Editor's Column: Decision On Gay Unions Is Commendable
28 April 2000 By Stentor Danielson
On Wednesday, the Vermont Senate approved legislation that would allow homosexual couples to enter into " civil unions," an institution nearly identical in all but its name to marriage. This measure is a response to a unanimous December ruling by the Vermont Supreme Court that homosexual couples were being unconstitutionally denied the privileges available to heterosexuals through marriage. A similar bill has passed the Vermont House of Representatives and Governor Howard Dean is expected to sign the final draft.
The Vermont initiative is the first affirmation of marriage or marriage-like rights for homosexual couples by an state, and follows on the heels of measures defining marriage as exclusively heterosexual in California and Hawaii. Vermont should be proud to be leading the country in the right direction.
The Supreme Court ruling was based on a clause in the Vermont constitution guaranteeing equal rights for all the state's citizens. The court found that prohibiting some people from enjoying the more than 300 benefits that come from marriage simply due to the sex of their chosen partners violated this clause. The civil unions created under the new legislation will confer all of these rights on committed homosexual couples. The procedures for establishing and dissolving a civil union also parallel those for marriage and divorce.
The major difference between marriage and civil union is the terminology, which was altered as a concession to advocates of the traditional family. The change means that civil unions in Vermont will have no standing outside the state (whereas marriages are transferable).
Opponents of civil unions for homosexuals argue that allowing marriage or a similar institution for same-sex couples undermines the traditional family structure. While this may be true on some level, it is not the threat to society that "family advocates" claim it is.
It is true that homosexual marriage falls outside the bounds of the traditional definition of family -- one man, one woman and their children. But that does not mean that same-sex couples are not a viable family structure in modern America.
Our social and economic well-being is no longer based on kinship connections. A defense of the traditional notion of family is, in effect, a defense of the reproduction-based kinship structure that heterosexual monogamy fosters. Extra-familial friendly and business contacts have become as important to our well-being as having many children and seeing them married into good families.
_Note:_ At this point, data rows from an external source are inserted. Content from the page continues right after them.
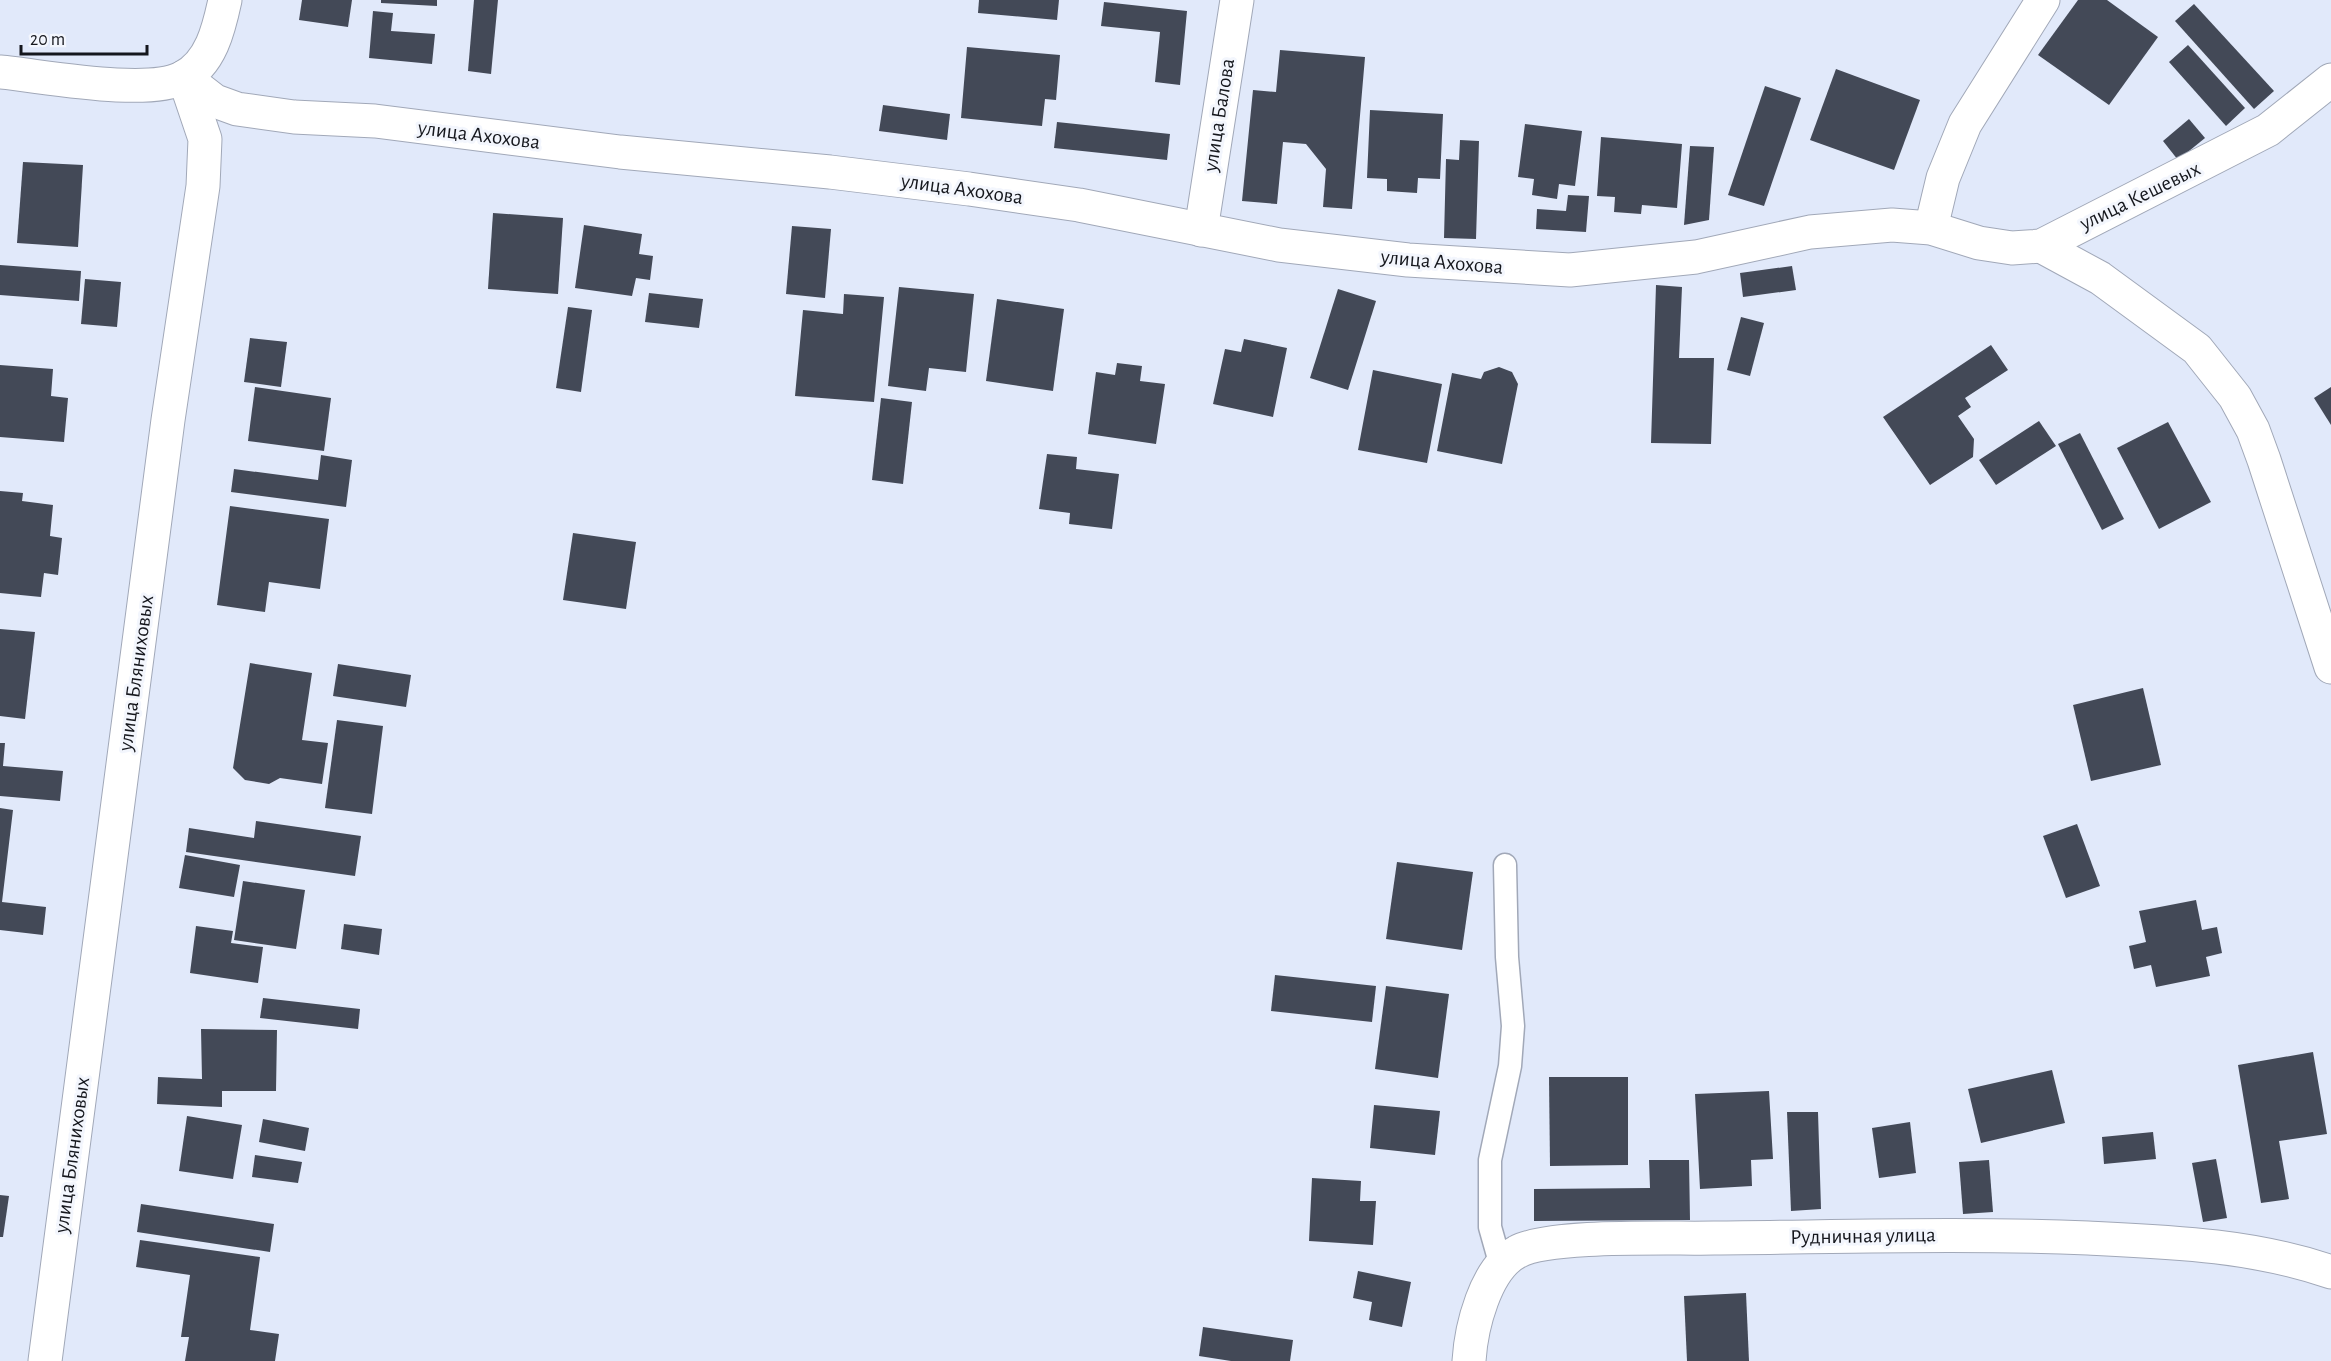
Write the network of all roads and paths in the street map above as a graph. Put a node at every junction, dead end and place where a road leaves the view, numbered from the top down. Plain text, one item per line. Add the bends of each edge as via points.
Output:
1 (225, 0) edge
2 (1237, 0) edge
3 (2043, 0) edge
4 (0, 72) edge
5 (184, 78) junction
6 (2331, 80) edge
7 (1930, 228) junction
8 (1201, 230) junction
9 (2041, 246) junction
10 (2331, 667) edge
11 (1505, 865) dead end
12 (1501, 1266) junction
13 (2331, 1272) edge
14 (45, 1361) edge
15 (1469, 1361) edge

1 - 5 street via 216,38
2 - 8 street, улица Балова
3 - 7 street via 1965,124 1943,178
4 - 5 street via 142,85
5 - 8 street, улица Ахохова via 215,101 237,109 854,174 1079,205
5 - 14 street, улица Бляниховых via 205,139 202,186
6 - 9 street, улица Кешевых via 2268,130
7 - 8 street, улица Ахохова via 1892,225 1810,232 1696,257 1570,270 1408,260 1279,245
7 - 9 street, улица Кешевых via 1979,243 2012,248
9 - 10 street via 2100,278 2197,349 2235,397 2264,460
11 - 12 lane via 1513,1026 1510,1066 1490,1160 1490,1227
12 - 13 street, Рудничная улица via 1516,1252 1542,1243 2021,1236 2216,1247
12 - 15 street, Рудничная улица via 1484,1293

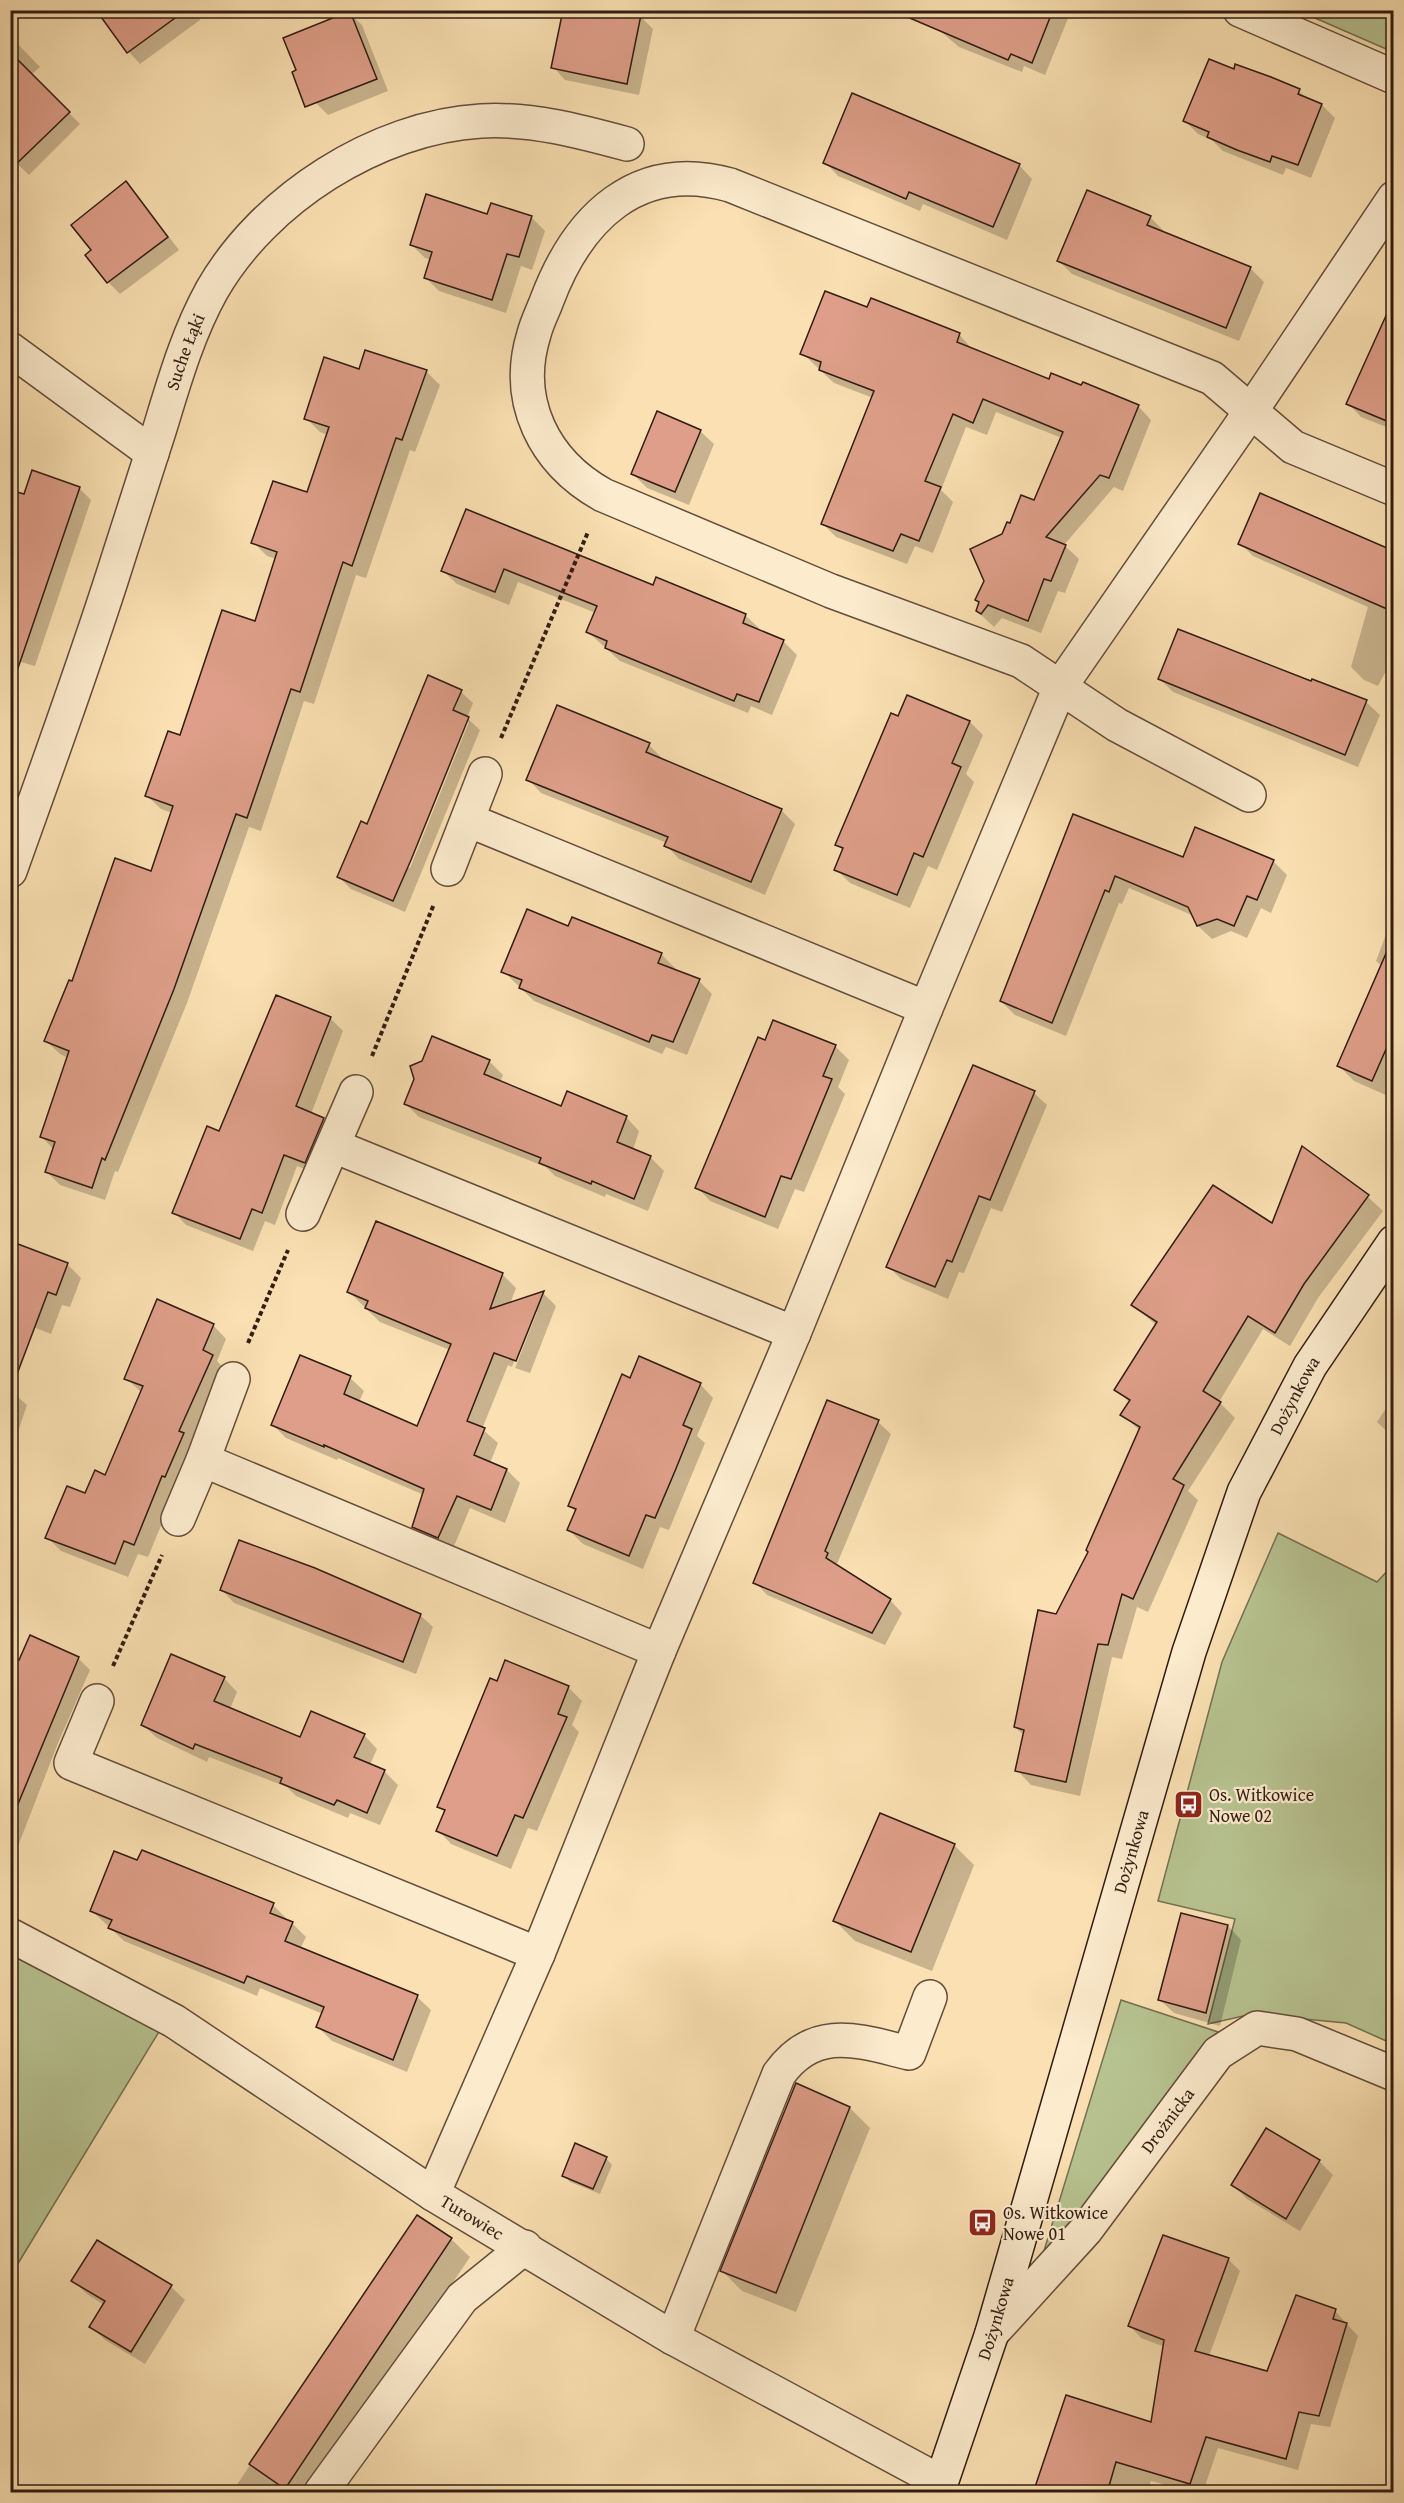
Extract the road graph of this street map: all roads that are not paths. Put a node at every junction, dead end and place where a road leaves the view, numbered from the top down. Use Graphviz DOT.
graph roads {
  1 [pos="1240,10"];
  2 [pos="1394,77"];
  3 [pos="627,144"];
  4 [pos="1394,198"];
  5 [pos="10,349"];
  6 [pos="1251,411"];
  7 [pos="152,453"];
  8 [pos="1394,489"];
  9 [pos="1060,687"];
  10 [pos="485,774"];
  11 [pos="1249,795"];
  12 [pos="468,819"];
  13 [pos="448,869"];
  14 [pos="10,871"];
  15 [pos="926,1008"];
  16 [pos="356,1092"];
  17 [pos="334,1146"];
  18 [pos="303,1214"];
  19 [pos="1394,1242"];
  20 [pos="794,1333"];
  21 [pos="233,1378"];
  22 [pos="203,1460"];
  23 [pos="178,1519"];
  24 [pos="659,1651"];
  25 [pos="98,1701"];
  26 [pos="10,1935"];
  27 [pos="538,1954"];
  28 [pos="930,1997"];
  29 [pos="1394,2074"];
  30 [pos="433,2194"];
  31 [pos="525,2247"];
  32 [pos="992,2333"];
  33 [pos="674,2338"];
  34 [pos="940,2487"];
  35 [pos="321,2493"];
  1 -- 2 [label="street"];
  3 -- 7 [label="street, Suche Łąki"];
  4 -- 6 [label="street"];
  5 -- 7 [label="street"];
  6 -- 8 [label="street"];
  6 -- 9 [label="street"];
  6 -- 9 [label="street"];
  7 -- 14 [label="street, Suche Łąki"];
  9 -- 11 [label="street"];
  9 -- 15 [label="street"];
  10 -- 12 [label="street"];
  12 -- 13 [label="street"];
  12 -- 15 [label="street"];
  15 -- 20 [label="street"];
  16 -- 17 [label="street"];
  17 -- 18 [label="street"];
  17 -- 20 [label="street"];
  19 -- 32 [label="street, Dożynkowa"];
  20 -- 24 [label="street"];
  21 -- 22 [label="street"];
  22 -- 23 [label="street"];
  22 -- 24 [label="street"];
  24 -- 27 [label="street"];
  25 -- 27 [label="street"];
  26 -- 30 [label="street, Turowiec"];
  27 -- 30 [label="street"];
  28 -- 33 [label="street"];
  29 -- 32 [label="street, Drożnicka"];
  30 -- 31 [label="street, Turowiec"];
  31 -- 33 [label="street, Turowiec"];
  31 -- 35 [label="street"];
  32 -- 34 [label="street, Dożynkowa"];
  33 -- 34 [label="street, Turowiec"];
}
The purpose of marriage today is twofold: to solemnize a committed relationship between two people and to provide a stable environment to raise any children the couple may choose to have.
Opponents of same-sex marriage often try to insinuate that a homosexual relationship can not be as stable and committed as a heterosexual one, and therefore that it is not deserving of the sanctity of marriage or a similar union. While they use more mature terminology, the argument boils down to the assumption that homosexuals are perverts.
Raising a child in a homosexual household is a frightening thought for defenders of the traditional family. They warn that, once the door is opened to homosexual marriage or civil union, same-sex couples will demand adoption rights. They believe that the consequences for a child's development could be disastrous.
I see no reason why a homosexual couple would be any less likely to be caring and stable than a heterosexual couple. Examples of heterosexual couples gone bad are not hard to come by. I would venture to say that same-sex couples might, on average, be better parents because adopting a child -- the only option available to homosexuals -- is a process requiring forethought and a great deal of effort, while children can be conceived by accident.
Opponents of same-sex marriage base their case on the seeming decline of the family, the building block of society. But by defining " family" in such rigid and outdated terms, they are dooming it to failure in a changing society. The government of Vermont should be proud to lead the way in making the benefits of marriage available to all of the state's people.